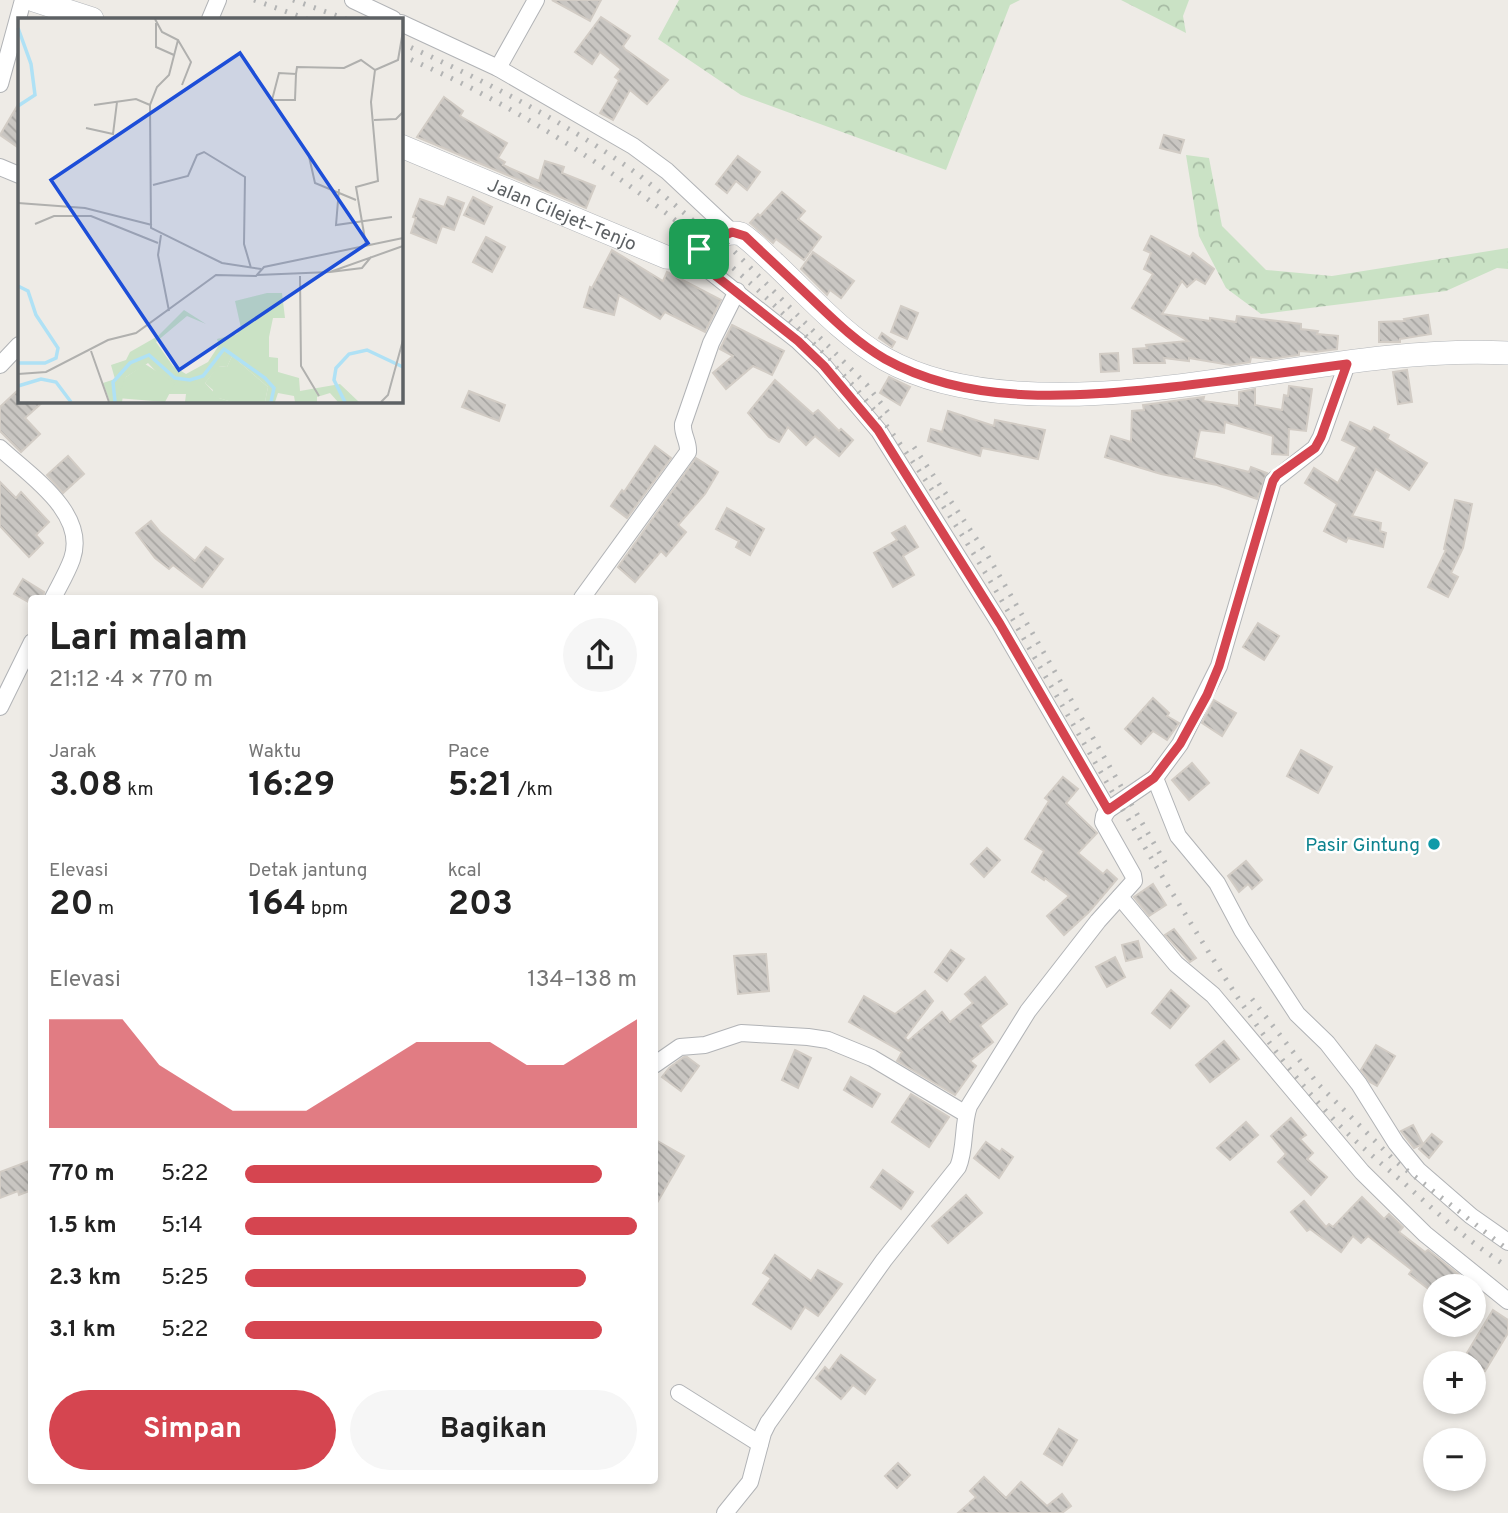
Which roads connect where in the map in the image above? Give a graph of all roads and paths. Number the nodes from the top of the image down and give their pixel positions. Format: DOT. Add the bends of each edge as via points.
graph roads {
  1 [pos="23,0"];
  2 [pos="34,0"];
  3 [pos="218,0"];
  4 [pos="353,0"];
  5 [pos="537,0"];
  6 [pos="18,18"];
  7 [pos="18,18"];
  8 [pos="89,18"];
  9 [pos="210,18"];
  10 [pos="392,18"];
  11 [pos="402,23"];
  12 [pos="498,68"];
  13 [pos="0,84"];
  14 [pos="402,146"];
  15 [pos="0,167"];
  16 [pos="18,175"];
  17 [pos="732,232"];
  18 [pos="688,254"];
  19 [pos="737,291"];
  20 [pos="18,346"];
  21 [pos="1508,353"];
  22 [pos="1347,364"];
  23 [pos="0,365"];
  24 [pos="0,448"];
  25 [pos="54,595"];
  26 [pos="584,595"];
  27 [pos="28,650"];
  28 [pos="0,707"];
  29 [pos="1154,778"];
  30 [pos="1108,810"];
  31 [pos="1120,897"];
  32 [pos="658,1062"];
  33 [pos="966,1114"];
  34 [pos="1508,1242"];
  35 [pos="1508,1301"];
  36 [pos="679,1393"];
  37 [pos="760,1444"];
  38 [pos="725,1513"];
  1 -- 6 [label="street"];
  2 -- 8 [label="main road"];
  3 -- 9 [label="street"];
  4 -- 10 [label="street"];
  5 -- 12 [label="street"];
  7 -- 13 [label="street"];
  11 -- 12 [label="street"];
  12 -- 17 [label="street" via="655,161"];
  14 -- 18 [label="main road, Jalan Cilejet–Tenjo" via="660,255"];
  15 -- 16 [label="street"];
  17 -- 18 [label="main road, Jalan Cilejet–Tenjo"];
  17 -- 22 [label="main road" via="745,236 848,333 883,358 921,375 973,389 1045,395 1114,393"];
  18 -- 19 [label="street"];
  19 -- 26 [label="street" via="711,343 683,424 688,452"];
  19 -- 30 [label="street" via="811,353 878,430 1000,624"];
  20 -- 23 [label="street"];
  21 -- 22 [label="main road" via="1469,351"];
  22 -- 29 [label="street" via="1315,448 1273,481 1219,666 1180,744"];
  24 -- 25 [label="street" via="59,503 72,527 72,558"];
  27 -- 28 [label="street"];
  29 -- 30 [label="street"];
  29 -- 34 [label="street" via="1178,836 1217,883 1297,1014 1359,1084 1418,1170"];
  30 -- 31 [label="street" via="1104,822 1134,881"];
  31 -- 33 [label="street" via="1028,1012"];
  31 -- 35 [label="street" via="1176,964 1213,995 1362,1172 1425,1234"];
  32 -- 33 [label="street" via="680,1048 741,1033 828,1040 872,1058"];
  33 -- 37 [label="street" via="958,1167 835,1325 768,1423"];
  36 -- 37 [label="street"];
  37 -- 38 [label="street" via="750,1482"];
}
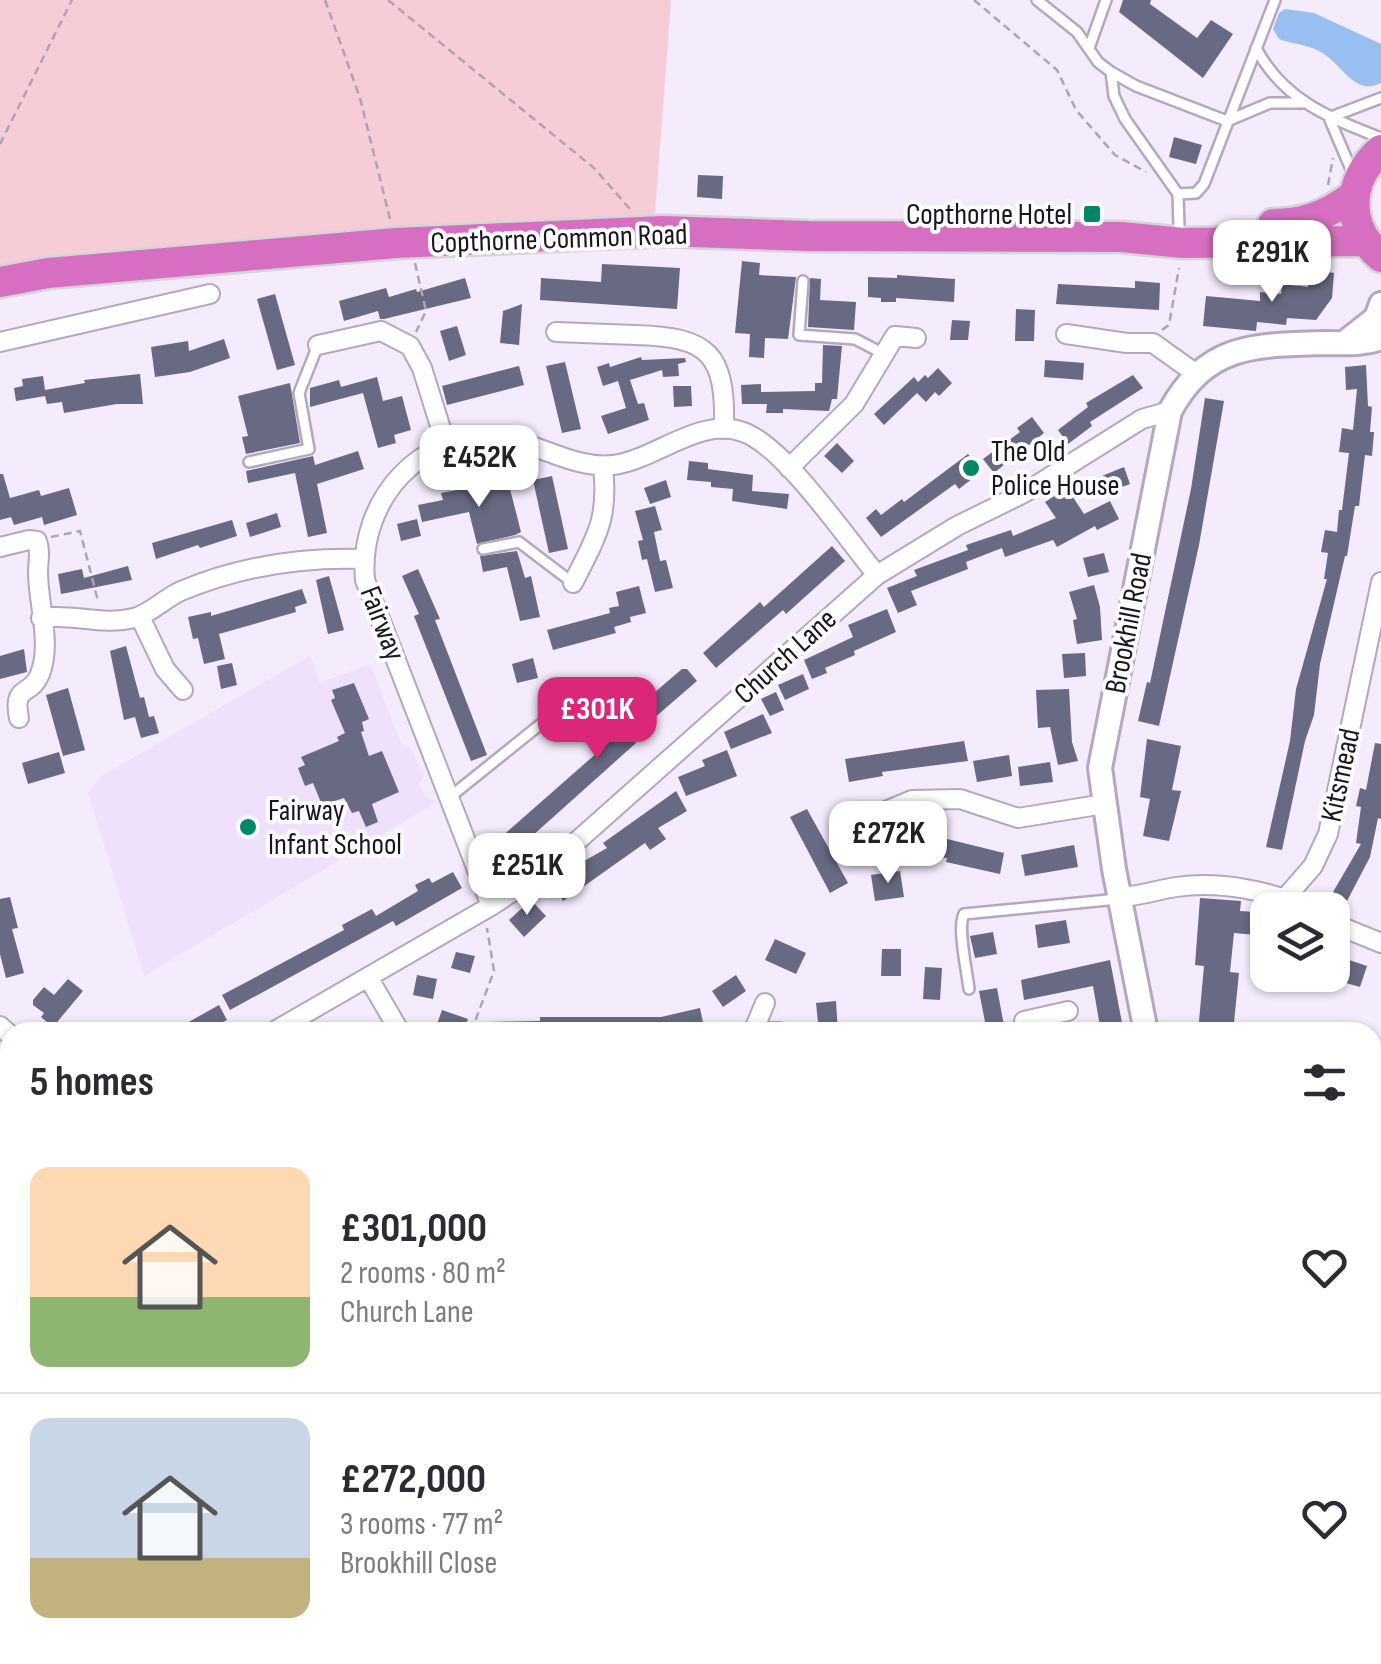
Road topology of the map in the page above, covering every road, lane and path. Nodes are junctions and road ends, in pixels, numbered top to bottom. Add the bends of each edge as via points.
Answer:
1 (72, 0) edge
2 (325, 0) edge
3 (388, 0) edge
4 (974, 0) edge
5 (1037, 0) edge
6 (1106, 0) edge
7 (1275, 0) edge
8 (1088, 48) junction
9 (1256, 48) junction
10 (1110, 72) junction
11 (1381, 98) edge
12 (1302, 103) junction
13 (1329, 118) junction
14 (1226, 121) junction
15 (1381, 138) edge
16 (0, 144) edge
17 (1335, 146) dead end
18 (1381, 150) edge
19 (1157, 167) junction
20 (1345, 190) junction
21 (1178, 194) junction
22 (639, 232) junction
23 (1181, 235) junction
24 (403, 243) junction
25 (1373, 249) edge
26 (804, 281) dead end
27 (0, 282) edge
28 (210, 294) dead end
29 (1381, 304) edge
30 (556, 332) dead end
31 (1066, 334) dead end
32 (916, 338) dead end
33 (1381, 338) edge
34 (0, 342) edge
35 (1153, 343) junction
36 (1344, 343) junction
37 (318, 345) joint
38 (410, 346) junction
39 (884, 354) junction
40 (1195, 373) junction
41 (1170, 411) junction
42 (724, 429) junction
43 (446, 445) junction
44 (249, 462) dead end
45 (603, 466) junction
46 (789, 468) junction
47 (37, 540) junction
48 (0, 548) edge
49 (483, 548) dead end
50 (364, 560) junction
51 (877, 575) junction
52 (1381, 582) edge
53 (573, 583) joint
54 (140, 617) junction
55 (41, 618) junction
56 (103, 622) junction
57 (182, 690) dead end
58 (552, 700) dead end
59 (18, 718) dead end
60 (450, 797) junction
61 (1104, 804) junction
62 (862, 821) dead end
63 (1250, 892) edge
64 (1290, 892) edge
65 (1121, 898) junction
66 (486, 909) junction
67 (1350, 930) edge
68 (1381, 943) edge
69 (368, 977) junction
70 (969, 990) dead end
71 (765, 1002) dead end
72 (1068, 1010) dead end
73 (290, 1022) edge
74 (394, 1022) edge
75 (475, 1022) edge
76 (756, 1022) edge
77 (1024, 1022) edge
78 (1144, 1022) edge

________________

When the word "Tenjo" shows up in a line of the material, count that line; report only the final number.

▸ SOLUTION FOR THIS PROBLEM: 2